Activity
Make an exact copy of the records that follow, with each picture omitted.

Source data
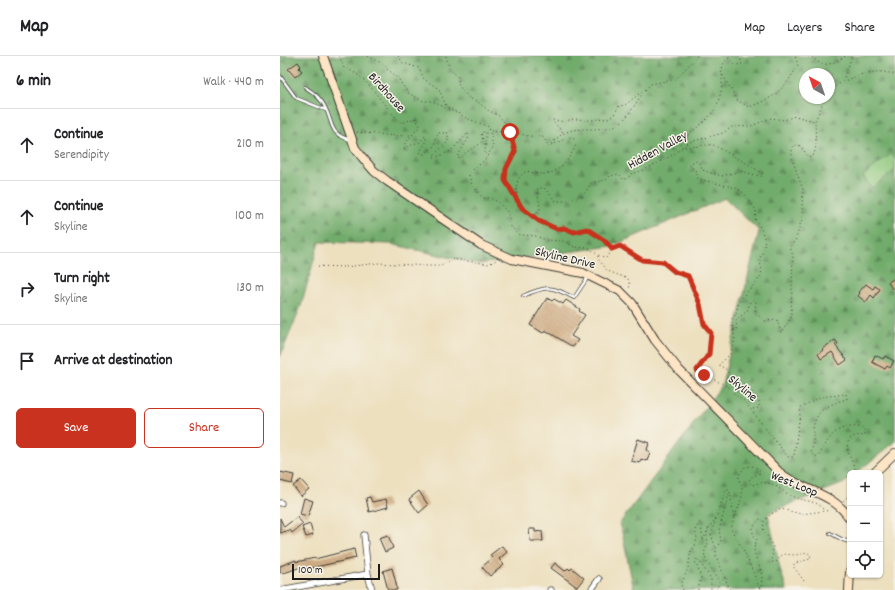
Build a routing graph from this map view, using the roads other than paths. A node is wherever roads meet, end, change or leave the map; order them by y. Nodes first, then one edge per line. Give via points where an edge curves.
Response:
1 (323, 56) edge
2 (280, 76) edge
3 (305, 87) dead end
4 (327, 110) junction
5 (353, 141) junction
6 (590, 275) junction
7 (523, 296) dead end
8 (895, 453) edge
9 (877, 470) edge
10 (847, 512) edge
11 (830, 533) dead end
12 (364, 535) dead end
13 (847, 541) edge
14 (368, 574) junction
15 (599, 578) dead end
16 (850, 578) edge
17 (280, 590) edge
18 (372, 590) edge
19 (591, 590) edge
20 (849, 590) edge

1 - 5 street, Skyline Drive
2 - 4 lane via 296,98
3 - 4 lane via 321,100
4 - 5 lane via 336,133
5 - 6 street, Skyline Drive via 355,148 378,175 481,244 504,257
6 - 7 lane via 574,298 549,287
6 - 10 street, Skyline Drive via 625,295 674,364 779,472 797,485 826,496
8 - 9 street
11 - 13 lane
12 - 14 street
14 - 17 street
14 - 18 street
15 - 19 street
16 - 20 street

Reply to the exercise
Build a routing graph from this map view, using the roads other than paths. A node is wherever roads meet, end, change or leave the map; order them by y. Nodes first, then one edge per line. Give via points where an edge curves.
Response:
1 (323, 56) edge
2 (280, 76) edge
3 (305, 87) dead end
4 (327, 110) junction
5 (353, 141) junction
6 (590, 275) junction
7 (523, 296) dead end
8 (895, 453) edge
9 (877, 470) edge
10 (847, 512) edge
11 (830, 533) dead end
12 (364, 535) dead end
13 (847, 541) edge
14 (368, 574) junction
15 (599, 578) dead end
16 (850, 578) edge
17 (280, 590) edge
18 (372, 590) edge
19 (591, 590) edge
20 (849, 590) edge

1 - 5 street, Skyline Drive
2 - 4 lane via 296,98
3 - 4 lane via 321,100
4 - 5 lane via 336,133
5 - 6 street, Skyline Drive via 355,148 378,175 481,244 504,257
6 - 7 lane via 574,298 549,287
6 - 10 street, Skyline Drive via 625,295 674,364 779,472 797,485 826,496
8 - 9 street
11 - 13 lane
12 - 14 street
14 - 17 street
14 - 18 street
15 - 19 street
16 - 20 street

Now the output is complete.